Au début de mon adolescence j’ai découvert une façon très efficace de soulager mon stress quotidien. Je n’avais qu’à me caresser pour faire monter l’excitation jusqu’à ce point de non-retour au-delà duquel je me retrouvais les yeux mi-clos, pour quelques délicieuses secondes, dans cet espace intemporel où je pouvais tout oublier. De l’autre côté de cette traversée je dérivais paisiblement dans un état second où toute tension semblait m’avoir quitté.
Je ne le savais pas encore, mais ce premier contact avec la sexualité s’imprimait dans mon corps en traçant un profond sillon. À partir de ces premières expériences mon corps avait décidé que c’était de loin LA meilleure façon de me délester de mon stress quotidien. Quand je suis arrivé à l’âge où s’amuser tout seul ne suffit plus, j’ai continué sur la même lancée en supposant qu’elle aussi avait ce même besoin. Ce n’est que beaucoup plus tard que j’ai réalisé qu’il n’en était rien.

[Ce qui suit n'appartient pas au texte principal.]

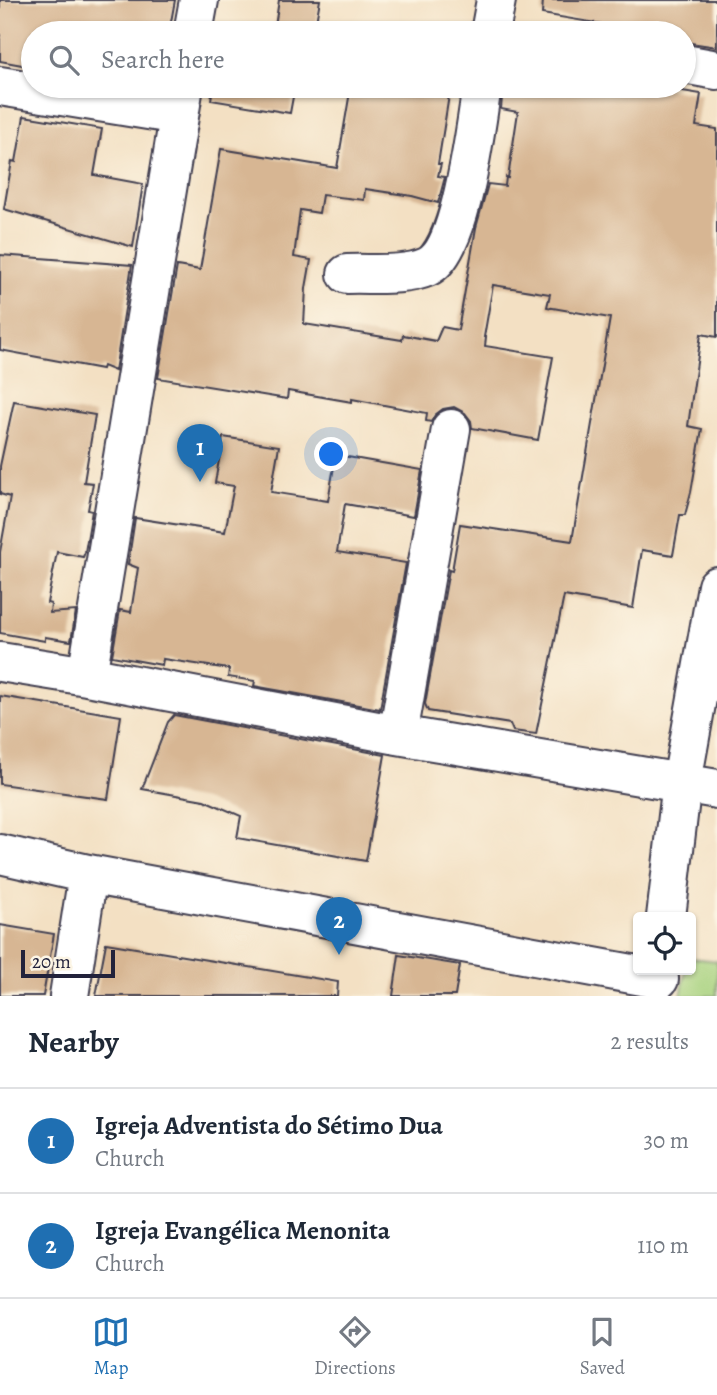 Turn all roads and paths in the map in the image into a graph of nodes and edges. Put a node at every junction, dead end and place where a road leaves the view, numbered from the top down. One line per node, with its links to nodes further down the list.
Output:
1 (199, 0): 2 (street)
2 (195, 21)
3 (696, 66): 4 (street)
4 (717, 70)
5 (0, 86): 6 (street)
6 (21, 88)
7 (156, 98): 9 (street)
8 (480, 98): 10 (street)
9 (182, 100): 14 (street)
10 (346, 274)
11 (451, 429): 15 (street)
12 (717, 586): 16 (street)
13 (0, 662): 14 (street)
14 (87, 676): 15 (street)
15 (398, 735): 16 (street)
16 (699, 786): 19 (street)
17 (0, 854): 18 (street)
18 (88, 874): 20 (street); 21 (street)
19 (667, 912)
20 (659, 982)
21 (69, 996) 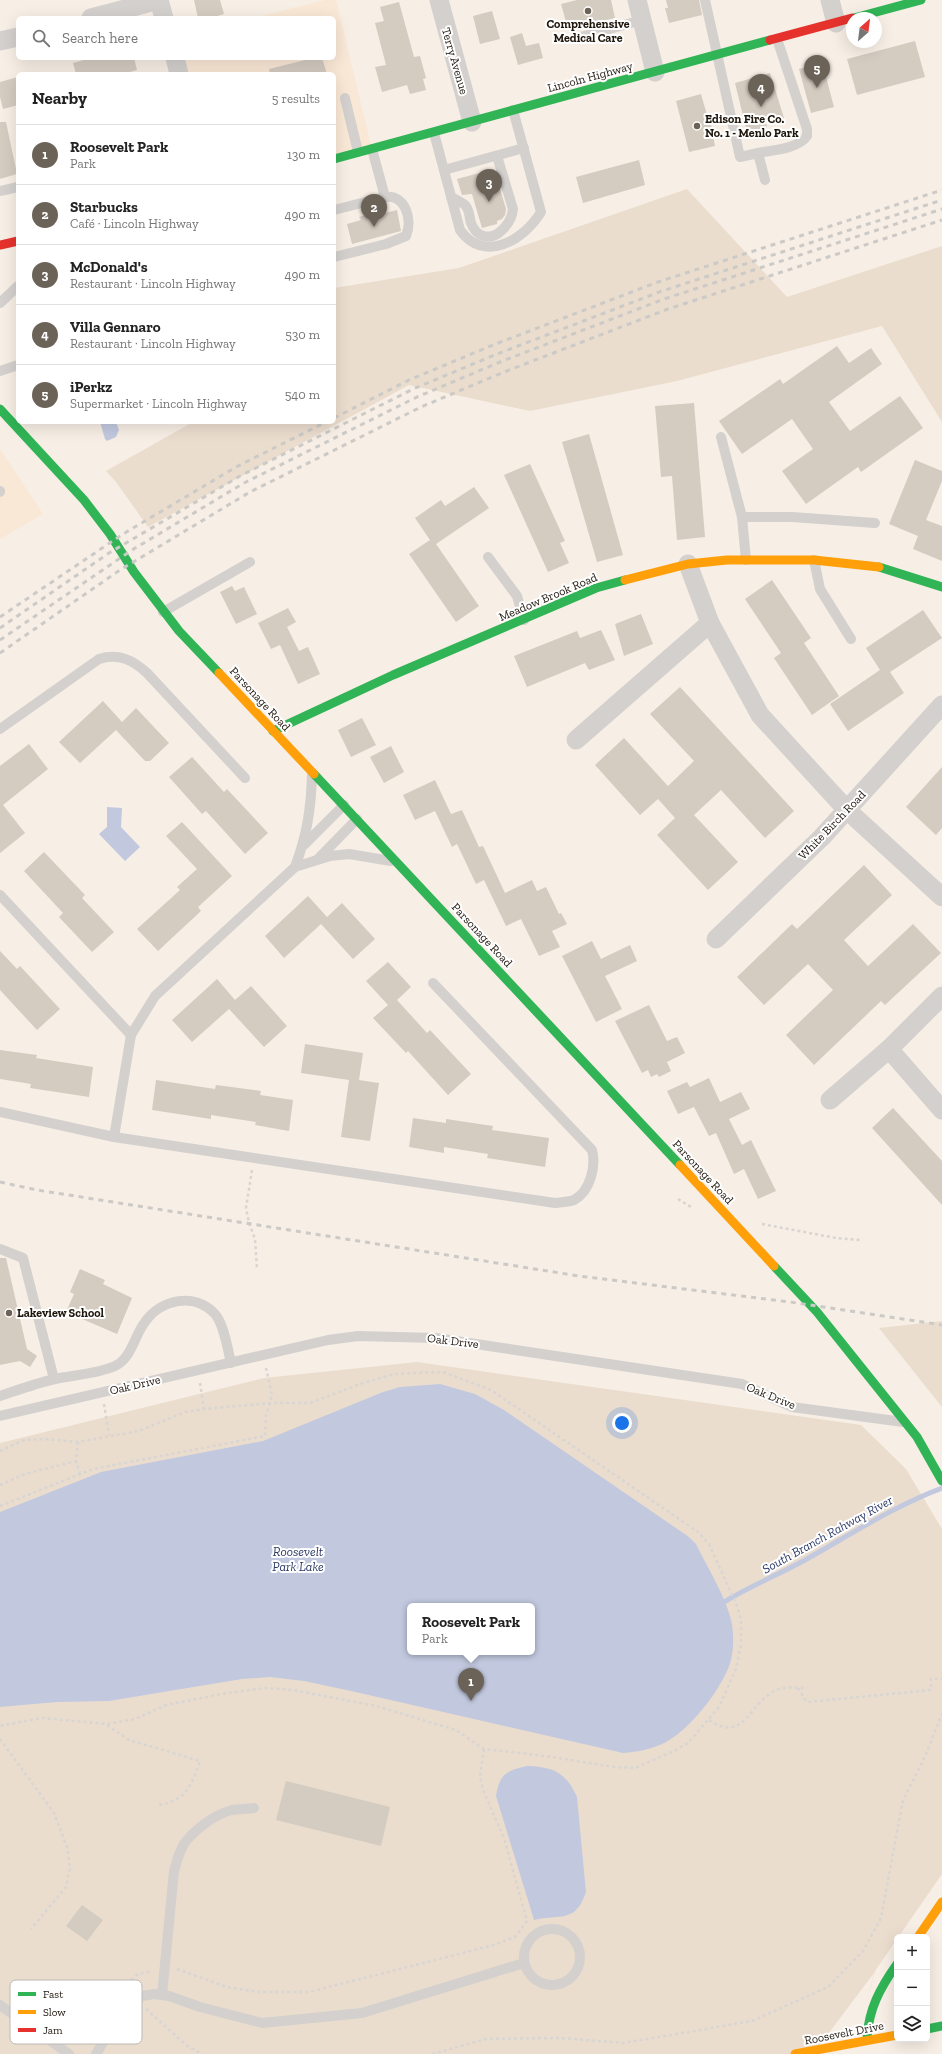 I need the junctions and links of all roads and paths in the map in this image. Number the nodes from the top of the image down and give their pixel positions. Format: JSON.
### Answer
{"nodes":[{"id":1,"x":159,"y":0,"type":"edge"},
{"id":2,"x":439,"y":0,"type":"edge"},
{"id":3,"x":637,"y":0,"type":"edge"},
{"id":4,"x":705,"y":0,"type":"edge"},
{"id":5,"x":830,"y":0,"type":"edge"},
{"id":6,"x":921,"y":0,"type":"edge"},
{"id":7,"x":877,"y":12,"type":"edge"},
{"id":8,"x":99,"y":16,"type":"edge"},
{"id":9,"x":163,"y":16,"type":"edge"},
{"id":10,"x":846,"y":19,"type":"edge"},
{"id":11,"x":642,"y":20,"type":"junction"},
{"id":12,"x":846,"y":20,"type":"edge"},
{"id":13,"x":16,"y":37,"type":"edge"},
{"id":14,"x":573,"y":39,"type":"dead end"},
{"id":15,"x":777,"y":39,"type":"junction"},
{"id":16,"x":0,"y":41,"type":"edge"},
{"id":17,"x":716,"y":56,"type":"junction"},
{"id":18,"x":176,"y":60,"type":"edge"},
{"id":19,"x":178,"y":72,"type":"edge"},
{"id":20,"x":655,"y":72,"type":"junction"},
{"id":21,"x":345,"y":98,"type":"dead end"},
{"id":22,"x":513,"y":110,"type":"junction"},
{"id":23,"x":472,"y":122,"type":"junction"},
{"id":24,"x":434,"y":133,"type":"junction"},
{"id":25,"x":372,"y":148,"type":"junction"},
{"id":26,"x":524,"y":148,"type":"junction"},
{"id":27,"x":358,"y":152,"type":"junction"},
{"id":28,"x":758,"y":153,"type":"junction"},
{"id":29,"x":498,"y":156,"type":"junction"},
{"id":30,"x":336,"y":158,"type":"edge"},
{"id":31,"x":444,"y":170,"type":"junction"},
{"id":32,"x":766,"y":180,"type":"dead end"},
{"id":33,"x":16,"y":187,"type":"edge"},
{"id":34,"x":0,"y":191,"type":"edge"},
{"id":35,"x":384,"y":197,"type":"junction"},
{"id":36,"x":451,"y":197,"type":"junction"},
{"id":37,"x":336,"y":209,"type":"edge"},
{"id":38,"x":16,"y":241,"type":"edge"},
{"id":39,"x":0,"y":245,"type":"edge"},
{"id":40,"x":336,"y":256,"type":"edge"},
{"id":41,"x":16,"y":288,"type":"edge"},
{"id":42,"x":0,"y":303,"type":"edge"},
{"id":43,"x":16,"y":366,"type":"edge"},
{"id":44,"x":0,"y":371,"type":"edge"},
{"id":45,"x":0,"y":409,"type":"edge"},
{"id":46,"x":720,"y":437,"type":"dead end"},
{"id":47,"x":742,"y":517,"type":"junction"},
{"id":48,"x":875,"y":523,"type":"dead end"},
{"id":49,"x":488,"y":557,"type":"dead end"},
{"id":50,"x":746,"y":560,"type":"junction"},
{"id":51,"x":814,"y":560,"type":"junction"},
{"id":52,"x":250,"y":562,"type":"dead end"},
{"id":53,"x":688,"y":564,"type":"junction"},
{"id":54,"x":942,"y":587,"type":"edge"},
{"id":55,"x":163,"y":612,"type":"junction"},
{"id":56,"x":524,"y":620,"type":"junction"},
{"id":57,"x":710,"y":623,"type":"junction"},
{"id":58,"x":851,"y":639,"type":"dead end"},
{"id":59,"x":942,"y":705,"type":"edge"},
{"id":60,"x":0,"y":729,"type":"edge"},
{"id":61,"x":273,"y":731,"type":"junction"},
{"id":62,"x":576,"y":740,"type":"dead end"},
{"id":63,"x":312,"y":772,"type":"junction"},
{"id":64,"x":245,"y":778,"type":"dead end"},
{"id":65,"x":344,"y":805,"type":"junction"},
{"id":66,"x":847,"y":810,"type":"junction"},
{"id":67,"x":357,"y":819,"type":"junction"},
{"id":68,"x":303,"y":846,"type":"junction"},
{"id":69,"x":317,"y":860,"type":"junction"},
{"id":70,"x":398,"y":863,"type":"junction"},
{"id":71,"x":295,"y":867,"type":"junction"},
{"id":72,"x":0,"y":895,"type":"edge"},
{"id":73,"x":942,"y":897,"type":"edge"},
{"id":74,"x":716,"y":939,"type":"dead end"},
{"id":75,"x":433,"y":983,"type":"dead end"},
{"id":76,"x":942,"y":996,"type":"edge"},
{"id":77,"x":131,"y":1035,"type":"junction"},
{"id":78,"x":889,"y":1049,"type":"junction"},
{"id":79,"x":830,"y":1100,"type":"dead end"},
{"id":80,"x":942,"y":1110,"type":"edge"},
{"id":81,"x":0,"y":1112,"type":"edge"},
{"id":82,"x":114,"y":1137,"type":"junction"},
{"id":83,"x":253,"y":1158,"type":"junction"},
{"id":84,"x":678,"y":1199,"type":"dead end"},
{"id":85,"x":696,"y":1210,"type":"dead end"},
{"id":86,"x":758,"y":1223,"type":"dead end"},
{"id":87,"x":861,"y":1240,"type":"dead end"},
{"id":88,"x":0,"y":1249,"type":"edge"},
{"id":89,"x":257,"y":1270,"type":"dead end"},
{"id":90,"x":263,"y":1356,"type":"junction"},
{"id":91,"x":231,"y":1364,"type":"junction"},
{"id":92,"x":198,"y":1371,"type":"junction"},
{"id":93,"x":54,"y":1379,"type":"junction"},
{"id":94,"x":102,"y":1393,"type":"junction"},
{"id":95,"x":0,"y":1396,"type":"edge"},
{"id":96,"x":271,"y":1403,"type":"junction"},
{"id":97,"x":204,"y":1409,"type":"junction"},
{"id":98,"x":0,"y":1416,"type":"edge"},
{"id":99,"x":906,"y":1423,"type":"junction"},
{"id":100,"x":109,"y":1435,"type":"junction"},
{"id":101,"x":78,"y":1442,"type":"junction"},
{"id":102,"x":0,"y":1451,"type":"edge"},
{"id":103,"x":76,"y":1461,"type":"junction"},
{"id":104,"x":80,"y":1474,"type":"junction"},
{"id":105,"x":941,"y":1480,"type":"edge"},
{"id":106,"x":0,"y":1485,"type":"edge"},
{"id":107,"x":0,"y":1506,"type":"edge"},
{"id":108,"x":942,"y":1679,"type":"edge"},
{"id":109,"x":798,"y":1688,"type":"junction"},
{"id":110,"x":807,"y":1688,"type":"dead end"},
{"id":111,"x":942,"y":1714,"type":"edge"},
{"id":112,"x":709,"y":1720,"type":"junction"},
{"id":113,"x":107,"y":1724,"type":"junction"},
{"id":114,"x":0,"y":1726,"type":"edge"},
{"id":115,"x":0,"y":1739,"type":"edge"},
{"id":116,"x":484,"y":1749,"type":"junction"},
{"id":117,"x":160,"y":1805,"type":"dead end"},
{"id":118,"x":254,"y":1808,"type":"dead end"},
{"id":119,"x":942,"y":1902,"type":"edge"},
{"id":120,"x":31,"y":1929,"type":"dead end"},
{"id":121,"x":920,"y":1934,"type":"edge"},
{"id":122,"x":524,"y":1963,"type":"junction"},
{"id":123,"x":894,"y":1968,"type":"edge"},
{"id":124,"x":164,"y":1969,"type":"junction"},
{"id":125,"x":131,"y":1980,"type":"edge"},
{"id":126,"x":162,"y":1995,"type":"junction"},
{"id":127,"x":142,"y":1996,"type":"edge"},
{"id":128,"x":0,"y":2005,"type":"edge"},
{"id":129,"x":142,"y":2005,"type":"edge"},
{"id":130,"x":10,"y":2012,"type":"edge"},
{"id":131,"x":942,"y":2026,"type":"edge"},
{"id":132,"x":930,"y":2028,"type":"edge"},
{"id":133,"x":894,"y":2036,"type":"edge"},
{"id":134,"x":867,"y":2040,"type":"junction"},
{"id":135,"x":55,"y":2044,"type":"edge"},
{"id":136,"x":102,"y":2044,"type":"edge"},
{"id":137,"x":69,"y":2054,"type":"edge"},
{"id":138,"x":96,"y":2054,"type":"edge"},
{"id":139,"x":202,"y":2054,"type":"edge"},
{"id":140,"x":432,"y":2054,"type":"edge"},
{"id":141,"x":795,"y":2054,"type":"edge"}],
"edges":[{"from":1,"to":8,"type":"street"},
{"from":1,"to":9,"type":"street"},
{"from":2,"to":23,"type":"street","name":"Terry Avenue"},
{"from":3,"to":11,"type":"street"},
{"from":4,"to":17,"type":"lane"},
{"from":5,"to":10,"type":"street"},
{"from":6,"to":7,"type":"street","name":"Lincoln Highway"},
{"from":11,"to":14,"type":"lane"},
{"from":11,"to":20,"type":"street"},
{"from":12,"to":15,"type":"street","name":"Lincoln Highway"},
{"from":13,"to":16,"type":"street"},
{"from":15,"to":17,"type":"street","name":"Lincoln Highway"},
{"from":15,"to":28,"type":"lane"},
{"from":17,"to":20,"type":"street","name":"Lincoln Highway"},
{"from":17,"to":28,"type":"lane"},
{"from":18,"to":19,"type":"street"},
{"from":20,"to":22,"type":"street","name":"Lincoln Highway"},
{"from":21,"to":27,"type":"lane"},
{"from":22,"to":23,"type":"street","name":"Lincoln Highway"},
{"from":22,"to":26,"type":"lane"},
{"from":23,"to":24,"type":"street","name":"Lincoln Highway"},
{"from":24,"to":25,"type":"street","name":"Lincoln Highway"},
{"from":24,"to":31,"type":"lane"},
{"from":25,"to":27,"type":"street","name":"Lincoln Highway"},
{"from":25,"to":35,"type":"lane"},
{"from":26,"to":29,"type":"lane"},
{"from":26,"to":36,"type":"lane"},
{"from":27,"to":30,"type":"street","name":"Lincoln Highway"},
{"from":28,"to":32,"type":"lane"},
{"from":29,"to":31,"type":"lane"},
{"from":29,"to":36,"type":"lane"},
{"from":31,"to":36,"type":"lane"},
{"from":33,"to":34,"type":"lane"},
{"from":35,"to":37,"type":"lane"},
{"from":35,"to":40,"type":"lane"},
{"from":38,"to":39,"type":"street"},
{"from":41,"to":42,"type":"lane"},
{"from":43,"to":44,"type":"lane"},
{"from":45,"to":55,"type":"street","name":"Parsonage Road"},
{"from":46,"to":47,"type":"lane"},
{"from":47,"to":48,"type":"lane"},
{"from":47,"to":50,"type":"lane"},
{"from":49,"to":56,"type":"lane"},
{"from":50,"to":51,"type":"street","name":"Meadow Brook Road"},
{"from":50,"to":53,"type":"street","name":"Meadow Brook Road"},
{"from":51,"to":54,"type":"street","name":"Meadow Brook Road"},
{"from":51,"to":58,"type":"lane"},
{"from":52,"to":55,"type":"lane"},
{"from":53,"to":56,"type":"street","name":"Meadow Brook Road"},
{"from":53,"to":57,"type":"street"},
{"from":55,"to":61,"type":"street","name":"Parsonage Road"},
{"from":56,"to":61,"type":"street","name":"Meadow Brook Road"},
{"from":57,"to":62,"type":"street"},
{"from":57,"to":66,"type":"street"},
{"from":59,"to":66,"type":"street","name":"White Birch Road"},
{"from":60,"to":64,"type":"lane"},
{"from":61,"to":63,"type":"street","name":"Parsonage Road"},
{"from":63,"to":65,"type":"street","name":"Parsonage Road"},
{"from":63,"to":68,"type":"lane"},
{"from":65,"to":67,"type":"street","name":"Parsonage Road"},
{"from":65,"to":68,"type":"lane"},
{"from":66,"to":73,"type":"street"},
{"from":66,"to":74,"type":"street","name":"White Birch Road"},
{"from":67,"to":69,"type":"lane"},
{"from":67,"to":70,"type":"street","name":"Parsonage Road"},
{"from":68,"to":71,"type":"lane"},
{"from":69,"to":70,"type":"lane"},
{"from":69,"to":71,"type":"lane"},
{"from":70,"to":99,"type":"street","name":"Parsonage Road"},
{"from":71,"to":77,"type":"lane"},
{"from":72,"to":77,"type":"lane"},
{"from":75,"to":83,"type":"lane"},
{"from":76,"to":78,"type":"street"},
{"from":77,"to":82,"type":"lane"},
{"from":78,"to":79,"type":"street"},
{"from":78,"to":80,"type":"street"},
{"from":81,"to":82,"type":"lane"},
{"from":82,"to":83,"type":"lane"},
{"from":83,"to":89,"type":"path"},
{"from":84,"to":85,"type":"path"},
{"from":86,"to":87,"type":"path"},
{"from":88,"to":93,"type":"lane"},
{"from":90,"to":91,"type":"lane","name":"Oak Drive"},
{"from":90,"to":96,"type":"path"},
{"from":90,"to":99,"type":"lane","name":"Oak Drive"},
{"from":91,"to":92,"type":"lane","name":"Oak Drive"},
{"from":91,"to":93,"type":"lane"},
{"from":92,"to":94,"type":"lane","name":"Oak Drive"},
{"from":92,"to":97,"type":"path"},
{"from":93,"to":95,"type":"lane"},
{"from":94,"to":98,"type":"lane","name":"Oak Drive"},
{"from":94,"to":100,"type":"path"},
{"from":96,"to":97,"type":"path"},
{"from":96,"to":104,"type":"path"},
{"from":96,"to":112,"type":"path"},
{"from":97,"to":100,"type":"path"},
{"from":99,"to":105,"type":"street","name":"Parsonage Road"},
{"from":100,"to":101,"type":"path"},
{"from":101,"to":102,"type":"path"},
{"from":101,"to":103,"type":"path"},
{"from":103,"to":104,"type":"path"},
{"from":103,"to":106,"type":"path"},
{"from":104,"to":107,"type":"path"},
{"from":108,"to":109,"type":"path"},
{"from":109,"to":110,"type":"path"},
{"from":109,"to":112,"type":"path"},
{"from":111,"to":140,"type":"path"},
{"from":112,"to":116,"type":"path"},
{"from":113,"to":114,"type":"path"},
{"from":113,"to":116,"type":"path"},
{"from":113,"to":117,"type":"path"},
{"from":115,"to":120,"type":"path"},
{"from":116,"to":124,"type":"path"},
{"from":118,"to":124,"type":"lane"},
{"from":119,"to":121,"type":"street"},
{"from":122,"to":122,"type":"lane"},
{"from":122,"to":126,"type":"lane"},
{"from":123,"to":134,"type":"street"},
{"from":124,"to":125,"type":"path"},
{"from":124,"to":126,"type":"lane"},
{"from":126,"to":127,"type":"lane"},
{"from":128,"to":130,"type":"lane"},
{"from":129,"to":139,"type":"path"},
{"from":131,"to":132,"type":"street"},
{"from":133,"to":134,"type":"street","name":"Roosevelt Drive"},
{"from":134,"to":141,"type":"street","name":"Roosevelt Drive"},
{"from":135,"to":137,"type":"lane"},
{"from":136,"to":138,"type":"lane"}]}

Le premier signe a été sa fermeture graduelle à mes avances et son désintérêt face à tout ce que je proposais en guise d’intimité. Puis, la sexualité est devenue un terrain miné source de discorde et de frustration. Finalement un jour elle a osé me dire que toute cette tension que je déchargeais passait en elle et s’ajoutait comme un fardeau à son propre stress accumulé. Elle ajoutait qu’elle en avait parfois pour des jours à vivre des montagnes russes émotionnelles…
Ce n’est pas facile à entendre j’en conviens mais aujourd’hui je suis profondément reconnaissant qu’elle m’ait partagé sa vérité. Depuis je m’efforce d’évacuer mon stress autrement pour me présenter devant elle le cœur plein. Depuis je constate, émerveillé, que son corps s’est réouvert parce qu’il reçoit maintenant ce dont il a vraiment besoin : de l’amour.